How Everything Is Connected

This page describes the connections between MPS, IntelliJ Community, JBR, TeamCity, and all open-source repositories.

JetBrains MPS is based on IntelliJ IDEA. It doesn't use all the plugins but extends it through the IntelliJ platform SDK to add support for tools that facilitate designing domain-specific languages. The projectional editor of MPS is a custom editor implementation instead of the standard text editor. Therefore, many text-based features of IntelliJ won't work (such as syntax language injections or code templates). Some features are unused or disabled such as the Program Structure Interface ⧉, which the platform typically uses as the layer responsible for parsing files and creating the syntactic and semantic code model.

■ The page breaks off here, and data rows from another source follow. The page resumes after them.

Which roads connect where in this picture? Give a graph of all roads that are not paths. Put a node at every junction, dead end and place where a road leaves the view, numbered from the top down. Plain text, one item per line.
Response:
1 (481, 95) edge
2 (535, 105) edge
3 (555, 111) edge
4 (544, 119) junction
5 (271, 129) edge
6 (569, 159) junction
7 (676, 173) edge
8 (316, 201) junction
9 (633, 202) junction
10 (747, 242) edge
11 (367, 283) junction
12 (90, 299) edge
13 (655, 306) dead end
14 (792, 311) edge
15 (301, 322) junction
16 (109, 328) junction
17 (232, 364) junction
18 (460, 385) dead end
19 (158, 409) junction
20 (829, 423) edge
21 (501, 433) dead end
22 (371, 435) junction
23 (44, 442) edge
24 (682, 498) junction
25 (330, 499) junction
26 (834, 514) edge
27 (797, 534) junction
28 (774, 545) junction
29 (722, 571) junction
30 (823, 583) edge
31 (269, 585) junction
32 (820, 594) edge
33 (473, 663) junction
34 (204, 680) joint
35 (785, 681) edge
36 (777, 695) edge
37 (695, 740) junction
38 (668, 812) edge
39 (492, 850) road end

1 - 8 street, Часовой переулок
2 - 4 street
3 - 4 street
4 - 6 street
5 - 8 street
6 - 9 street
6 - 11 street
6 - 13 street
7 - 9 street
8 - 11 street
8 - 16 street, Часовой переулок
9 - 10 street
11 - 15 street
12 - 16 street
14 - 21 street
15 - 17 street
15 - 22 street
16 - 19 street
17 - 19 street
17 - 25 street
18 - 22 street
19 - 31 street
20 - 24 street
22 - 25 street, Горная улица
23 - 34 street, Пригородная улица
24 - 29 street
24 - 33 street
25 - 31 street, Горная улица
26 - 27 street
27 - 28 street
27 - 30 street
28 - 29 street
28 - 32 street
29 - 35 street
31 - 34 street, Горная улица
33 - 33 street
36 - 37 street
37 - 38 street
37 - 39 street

MPS/IntelliJ IDEA requires a Java Runtime. Both use the JetBrains Runtime, a fork of OpenJDK. It includes several enhancements in font rendering, ligatures, HiDPI support, windowing/focus subsystems, performance improvements, and bug fixes. The repository mbeddr/build.publish.jdk publishes the needed runtimes for the different MPS versions on the itemis nexus server ⧉.

A zipped version of all MPS versions, as well as the most import components of MPS (jar files) such as the editor API or the model checker, are also published through the repository mbeddr/build.publish.mps to the itemis nexus server ⧉.

You can custom RCPs which are customized versions of MPS. The first big RCP was mbeddr. Its repository is mbeddr/mbeddr.core. The old homepage is mbeddr/mbeddr.github.io ⧉. The reusable plugins became part of the com.mbeddr.mpsutil subproject. mbeddr.com/platform.html is the old documentation. Some plugins and languages moved to a new repository JetBrains/MPS-extensions, especially the editor-related languages. JetBrains hosts this repository. Full Extension List | MPS Extensions contains a list of all extensions in this repository. Many extensions were contributed by itemis, a few of them by DSLFoundry. The documentation for both platforms is hosted on GitHub and the current website ⧉, respectively. Mbeddr.core has a dependency on MPS Extensions ⧉.

The mbeddr organization also hosts mbeddr.formal: FASTEN (FormAl SpecificaTion ENvironment), which is a set of DSLs to experiment with rigorous systems and safety engineering, and mps-qa, which is a quality assurance tooling for MPS (blog post ⧉).

A different platform that builds on the other two is IETS3/iets3.opensource, which mainly consists of KernelF ⧉. This extensible and functional language can be used in MPS as the core language of DSls and generate Java code.

Use the MPS build language to build MPS projects. The language generates Ant scripts you can execute directly on the command line. Other projects use Maven to call them. The most popular build automation tool is Gradle. Mbeddr/mps-gradle-plugin is a Gradle plugin that helps build MPS-based projects with Gradle. All MPS platforms and many other MPS projects use this plugin. It also contains a task download-jbr that can use the JBR artifacts published by the build.publish.mps repository. Some plugins are now part of the repository mbeddr/mps-build-backends ⧉, a dependency of the mps-gradle-plugin. It allows executing the plugin through the command line instead of using them via Gradle.

The platforms use the Maven publish plugin to publish the generated artifacts. This Gradle plugin allows to publish build artifacts to Apache Maven repositories. The scripts publish the artifacts to artifacts.itemis.cloud, a Nexus repository, and the Apache Maven registry of the corresponding GitHub project (example ⧉).

Two CIs are available to run the build and execute the tests: Use GitHub Actions for small or big repositories. They can be configured through the Actions tab in the corresponding repository (example ⧉) and saved in the .github/workflows directory.

Big repositories use the TeamCity server located at build.mbeddr.com. TeamCity is a build management and continuous integration server. When you push a new branch to any of the mentioned repositories, TeamCity triggers a build and executes the tests. Some projects require a code review and a successful build before you can merge a branch. Build configurations for the different projects are saved on the server. A build agent executes the actual build. The TeamCity server and the agents (sometimes not located on the same server) run inside Docker containers. The agent docker image's source is at mbeddr/mbeddr.build.docker ⧉.